En este caso, dado lo ponzoñoso y maligno del animal con el que la comparas yo habría elegido morder. Indica más compromiso en el ataque, más apetito depredador.

Un abrazo. Carlos 56

Oroel dijo...

Mi apreciado Carlos 56:

Pues habrás de saber que al escribir el texto estuve dudando en el término a emplear.

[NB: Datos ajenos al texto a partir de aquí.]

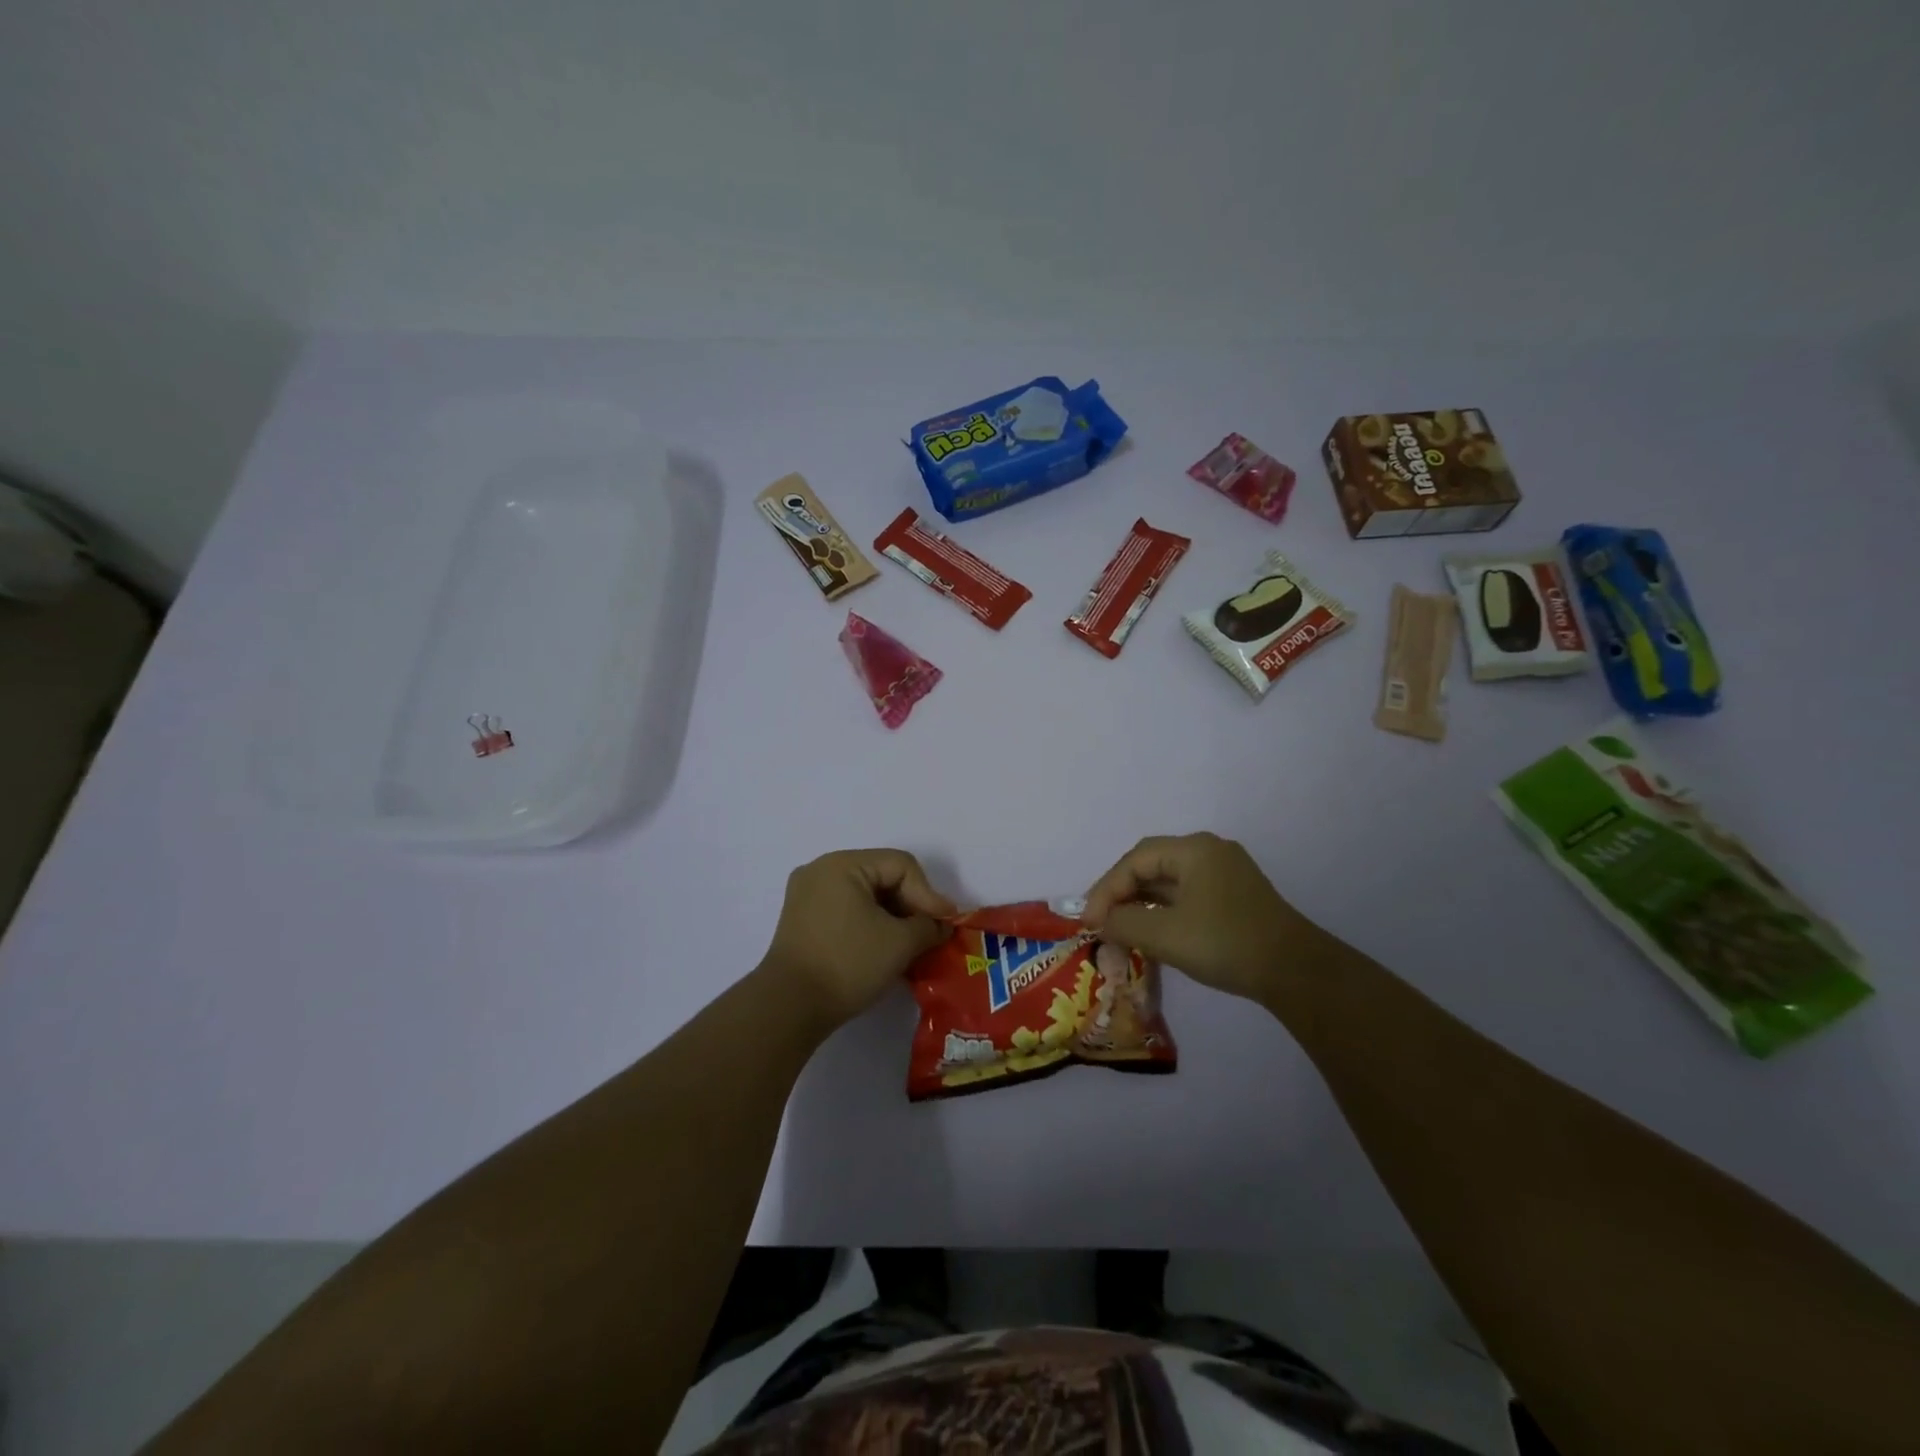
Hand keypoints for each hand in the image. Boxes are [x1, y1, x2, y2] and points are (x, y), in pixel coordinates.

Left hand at [761, 849, 954, 1029]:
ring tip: (912, 944)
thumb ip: (928, 926)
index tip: (945, 925)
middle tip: (930, 934)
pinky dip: (870, 924)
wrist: (788, 1008)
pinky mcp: (802, 920)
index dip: (928, 894)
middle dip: (910, 905)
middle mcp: (821, 870)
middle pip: (882, 876)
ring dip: (892, 917)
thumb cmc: (847, 964)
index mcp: (842, 864)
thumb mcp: (899, 943)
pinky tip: (885, 948)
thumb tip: (940, 925)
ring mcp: (807, 895)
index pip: (901, 866)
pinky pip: (847, 910)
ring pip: (865, 895)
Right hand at [1082, 833, 1315, 1003]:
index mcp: (1194, 850)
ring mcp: (1225, 873)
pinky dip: (1162, 910)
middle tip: (1099, 920)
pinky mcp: (1234, 896)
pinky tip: (1150, 930)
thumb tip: (1100, 922)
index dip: (1106, 889)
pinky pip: (1186, 894)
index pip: (1135, 860)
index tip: (1088, 920)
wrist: (1296, 972)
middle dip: (1121, 893)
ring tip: (1118, 927)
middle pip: (1151, 864)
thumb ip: (1124, 923)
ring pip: (1169, 880)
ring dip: (1140, 902)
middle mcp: (1209, 852)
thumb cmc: (1225, 943)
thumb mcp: (1165, 935)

Veo que compartes hasta mis dudas.

Un cordial saludo.

Alejandro dijo...

"... su acervo ideológico -que realmente es el mismo que el de la derecha española-"

¿Estás seguro de que el PP es realmente homologable con la derecha europea? Yo no estaría tan seguro.

Creo que en España tenemos una clase política bastante devaluada y que dificilmente conseguiría el más mínimo resultado en unas elecciones en un pais serio.

Oroel dijo...

Estaba hablando de ideología, no de nivel. Aunque seguro que también hay gente que milita en el PP que no tiene ideología definida, como también la hay en otros partidos. No hay sino repasar, por ejemplo, los antiguos militantes de IU que hoy militan en la casa común del PSOE.

Y respecto al nivel, sí, lamentable... en todas partes. Posiblemente porque la democracia interna es una de las herramientas de la selección natural, y en los partidos políticos españoles no existe.